Es incómodo y realmente inoportuno fijar la mirada en esas personas que, por una u otra razón, por una u otra desgracia, se arrastran hoy por la vida con acartonada melancolía, con el corazón y los sueños desgarrados. Es embarazoso, por cierto, hacerlo precisamente en estos días de abrumador exceso, de compras y de compulsión, de generosas y amplias sonrisas, de innecesarios regalos y de sistemático derroche de alimentos. Pero convendría, aunque solo fuera por respeto y por humana dignidad, aunque solo fuese por abstraernos brevemente de ese abultado modo de vida insustancial que en nada nos enriquece —y que jamás lo hará—, dedicar un instante a esas personas que tienen de menos, que tienen tanto de menos.
Los pobres lo son todo el año. Son pobres a jornada completa. Son pobres cuando usted los ve en la calle y cuando usted deja de verlos. Sus ilusiones, a las que todavía se abrazan, tan enflaquecidas como ellos, permanecerán ahí por mucho que apartemos aprensivamente la mirada. La miseria no tiene tregua y sus orillas son gruesas. Es difícil franquear el umbral del pozo de una sola zancada. Se le astilla a uno el alma al descubrir que en Nochebuena, en un hogar, y porque este año ha habido suerte, el plato principal es una tortilla de patatas. Los niños la devoran en tres bocados, con una sonrisa bordada en el rostro. Los padres no cenan, no alcanza para todos, pero con la alegría de los niños están servidos, con la felicidad de las criaturas tienen alimento para una semana.

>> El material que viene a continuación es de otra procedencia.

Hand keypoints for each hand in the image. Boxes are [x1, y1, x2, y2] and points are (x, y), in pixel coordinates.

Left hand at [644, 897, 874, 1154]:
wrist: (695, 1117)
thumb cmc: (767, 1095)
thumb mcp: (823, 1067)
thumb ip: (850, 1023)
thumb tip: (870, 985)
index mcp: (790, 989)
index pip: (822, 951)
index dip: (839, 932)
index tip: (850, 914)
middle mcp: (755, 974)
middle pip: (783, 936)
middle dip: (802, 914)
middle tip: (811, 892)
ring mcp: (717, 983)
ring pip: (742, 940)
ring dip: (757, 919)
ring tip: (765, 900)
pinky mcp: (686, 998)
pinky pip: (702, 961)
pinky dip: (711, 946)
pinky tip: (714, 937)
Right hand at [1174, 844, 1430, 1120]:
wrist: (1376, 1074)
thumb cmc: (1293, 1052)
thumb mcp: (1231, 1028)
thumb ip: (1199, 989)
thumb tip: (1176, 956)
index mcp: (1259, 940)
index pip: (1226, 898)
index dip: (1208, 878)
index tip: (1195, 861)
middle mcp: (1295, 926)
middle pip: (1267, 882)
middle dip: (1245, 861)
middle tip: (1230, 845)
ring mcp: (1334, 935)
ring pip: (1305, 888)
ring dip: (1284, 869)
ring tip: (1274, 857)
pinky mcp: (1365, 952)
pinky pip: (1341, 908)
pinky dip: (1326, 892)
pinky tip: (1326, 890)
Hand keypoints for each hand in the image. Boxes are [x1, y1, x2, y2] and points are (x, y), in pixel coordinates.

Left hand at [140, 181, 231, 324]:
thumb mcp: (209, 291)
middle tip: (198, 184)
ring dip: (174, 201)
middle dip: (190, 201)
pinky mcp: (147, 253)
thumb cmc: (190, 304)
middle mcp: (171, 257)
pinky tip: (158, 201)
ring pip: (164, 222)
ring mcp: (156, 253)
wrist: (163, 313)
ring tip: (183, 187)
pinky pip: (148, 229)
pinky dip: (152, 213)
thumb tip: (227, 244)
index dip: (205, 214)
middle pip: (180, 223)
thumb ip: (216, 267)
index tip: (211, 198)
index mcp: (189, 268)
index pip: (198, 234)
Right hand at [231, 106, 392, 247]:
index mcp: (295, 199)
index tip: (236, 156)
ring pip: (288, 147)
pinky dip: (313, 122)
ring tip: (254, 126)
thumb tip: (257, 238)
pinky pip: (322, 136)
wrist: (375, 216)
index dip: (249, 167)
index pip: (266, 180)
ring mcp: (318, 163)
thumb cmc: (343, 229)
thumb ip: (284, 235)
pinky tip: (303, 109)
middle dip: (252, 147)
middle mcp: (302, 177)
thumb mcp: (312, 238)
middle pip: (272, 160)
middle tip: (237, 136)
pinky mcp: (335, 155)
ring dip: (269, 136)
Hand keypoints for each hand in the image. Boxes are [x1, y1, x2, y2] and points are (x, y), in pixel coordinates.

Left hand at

Siéntese usted a disfrutar con los suyos de una merecida cena navideña. Se lo ha ganado. Las largas horas de trabajo, los sacrificios, los malabares pandémicos, la manga y el hombro, la nómina estirada como un chicle. Siéntese con los suyos y brinde, entre montañas de vieiras y langostinos cocidos, por el porvenir, por el éxito futuro. Convendría, no obstante, dedicar un minuto, aun fugaz, si no es molestia, a esas personas que no tienen nada. Aunque solo fuera por humana consideración. No se atormente por el agrio pellizco de la conciencia, pues nadie le atribuye culpa alguna: usted mañana seguirá teniendo y ellos seguirán sin tener. Los pobres de hoy seguirán siendo pobres mañana.

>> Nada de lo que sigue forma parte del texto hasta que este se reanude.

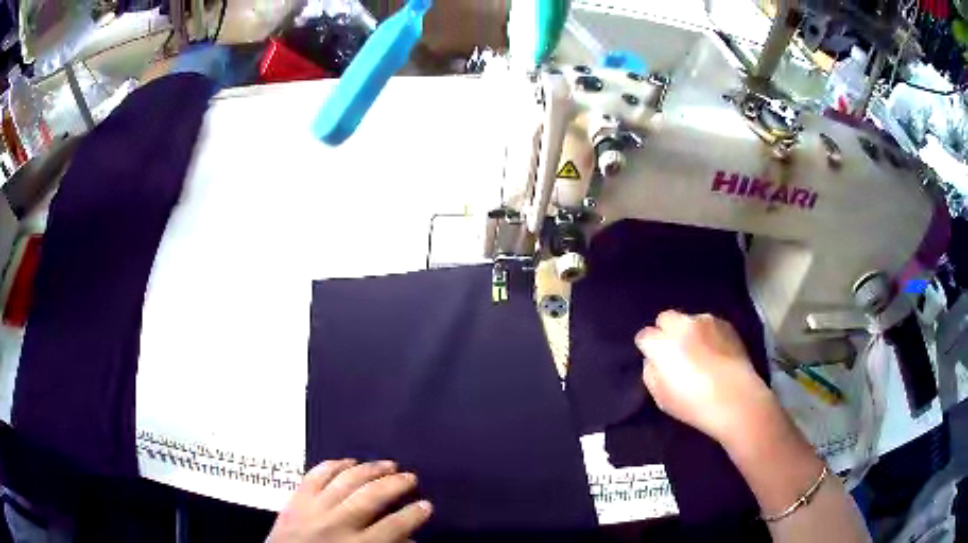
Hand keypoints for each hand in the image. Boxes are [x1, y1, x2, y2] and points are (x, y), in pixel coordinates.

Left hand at [268, 460, 432, 542]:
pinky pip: (316, 475)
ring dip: (370, 469)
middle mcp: (337, 524)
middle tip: (411, 477)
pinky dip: (333, 465)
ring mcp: (314, 508)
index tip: (427, 505)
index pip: (394, 526)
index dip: (414, 514)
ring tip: (388, 464)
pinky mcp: (296, 499)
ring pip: (346, 480)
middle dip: (396, 485)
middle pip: (372, 497)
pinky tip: (349, 460)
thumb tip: (410, 539)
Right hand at [635, 310, 778, 444]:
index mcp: (662, 344)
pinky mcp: (726, 324)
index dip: (648, 348)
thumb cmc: (695, 404)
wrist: (737, 400)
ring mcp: (706, 321)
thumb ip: (651, 374)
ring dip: (688, 331)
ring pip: (689, 319)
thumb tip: (653, 361)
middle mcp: (683, 325)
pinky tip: (714, 352)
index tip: (654, 360)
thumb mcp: (661, 398)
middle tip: (674, 352)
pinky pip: (709, 324)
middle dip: (666, 331)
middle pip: (665, 318)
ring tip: (698, 351)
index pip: (644, 336)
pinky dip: (707, 334)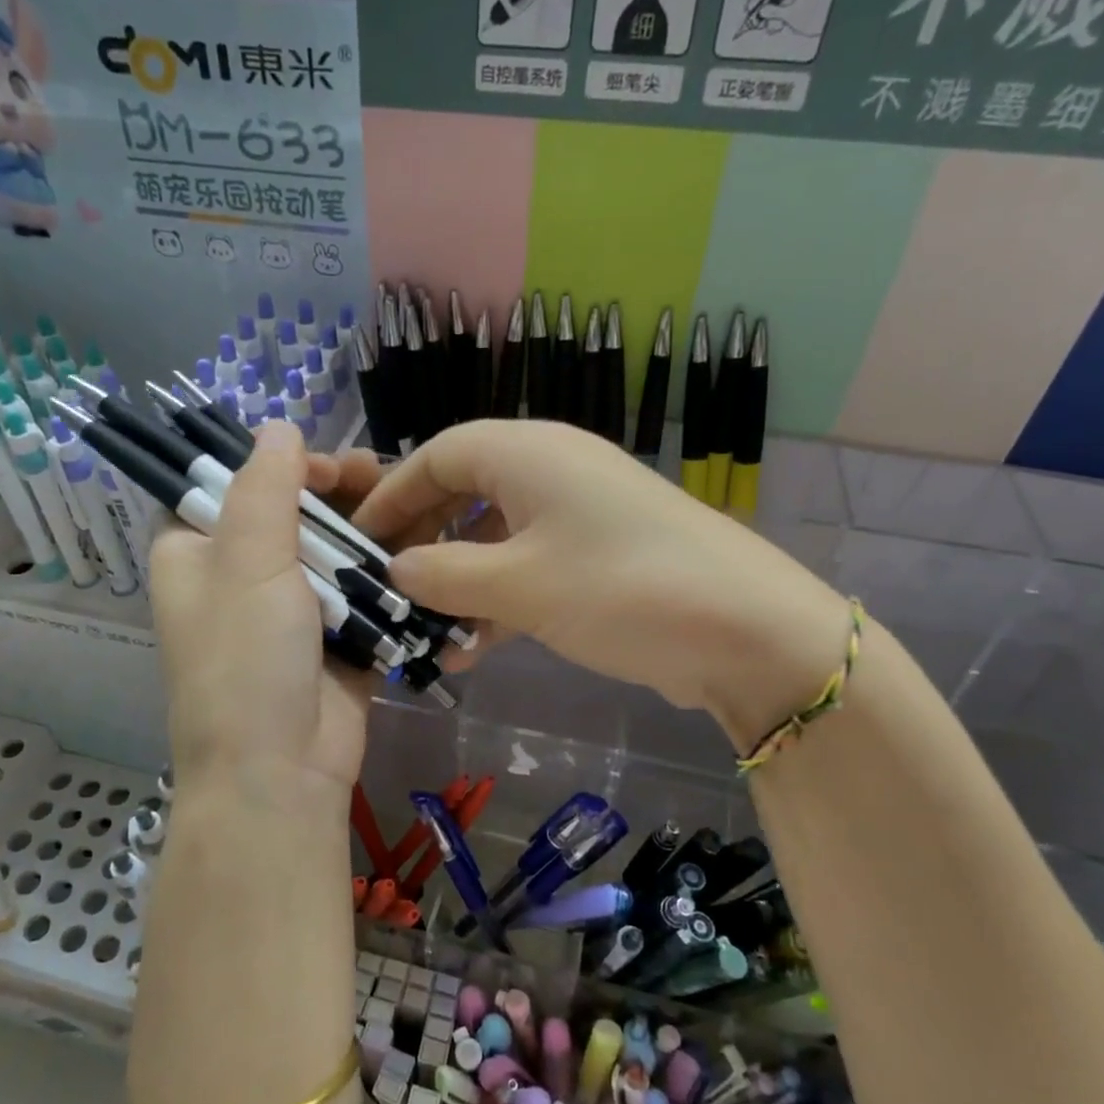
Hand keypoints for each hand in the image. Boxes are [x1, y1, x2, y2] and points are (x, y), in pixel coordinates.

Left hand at [147, 421, 384, 801]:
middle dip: (337, 493)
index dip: (275, 464)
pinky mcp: (336, 636)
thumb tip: (278, 426)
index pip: (227, 484)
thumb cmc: (247, 661)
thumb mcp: (247, 562)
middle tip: (380, 477)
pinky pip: (362, 590)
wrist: (282, 772)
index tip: (323, 462)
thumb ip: (264, 488)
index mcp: (197, 554)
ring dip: (370, 529)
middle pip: (291, 513)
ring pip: (333, 548)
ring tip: (414, 509)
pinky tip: (424, 547)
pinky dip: (388, 572)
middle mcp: (240, 576)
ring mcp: (292, 609)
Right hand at [350, 420, 849, 748]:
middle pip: (463, 492)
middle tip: (386, 587)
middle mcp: (551, 470)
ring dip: (458, 582)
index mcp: (528, 452)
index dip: (392, 494)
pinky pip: (529, 567)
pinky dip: (498, 600)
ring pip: (495, 537)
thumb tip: (396, 569)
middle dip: (422, 541)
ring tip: (425, 634)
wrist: (745, 630)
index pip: (438, 455)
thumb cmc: (619, 587)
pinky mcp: (599, 557)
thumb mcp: (518, 585)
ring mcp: (578, 514)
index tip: (357, 539)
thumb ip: (444, 575)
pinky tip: (472, 650)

Lo que cuenta es el calor humano, la salud de los que nos rodean, la sonrisa sincera y cálida, el apretón de manos cordial. Y un carajo como una catedral. Son principios de manual, de primero de filantropía, frases con que adornar el vientre de una taza o que publicar efímeramente en las redes sociales, que están convirtiendo a la masa adocenada en títeres de podrida madera. Un ojo en las visitas del story y otro en los precios del percebe. A quién le importa el vértigo pasajero en las entrañas, quién se desvela con el chirrido molesto y estridente de la alarma, la que nos previene del despilfarro: hoy centollo, y mañana ya veremos qué se pone en la mesa. No se trata de vivir a todo tren, se trata de encuadrar bien la foto.
Convendría, aunque solo fuese por vergüenza, aunque solo fuera por descarnado pudor, reparar un instante en ese niño, en ese angelito precariamente abrigado que come una vez al día y juega aún con el viejo muñeco de otras Navidades, ya lejanas.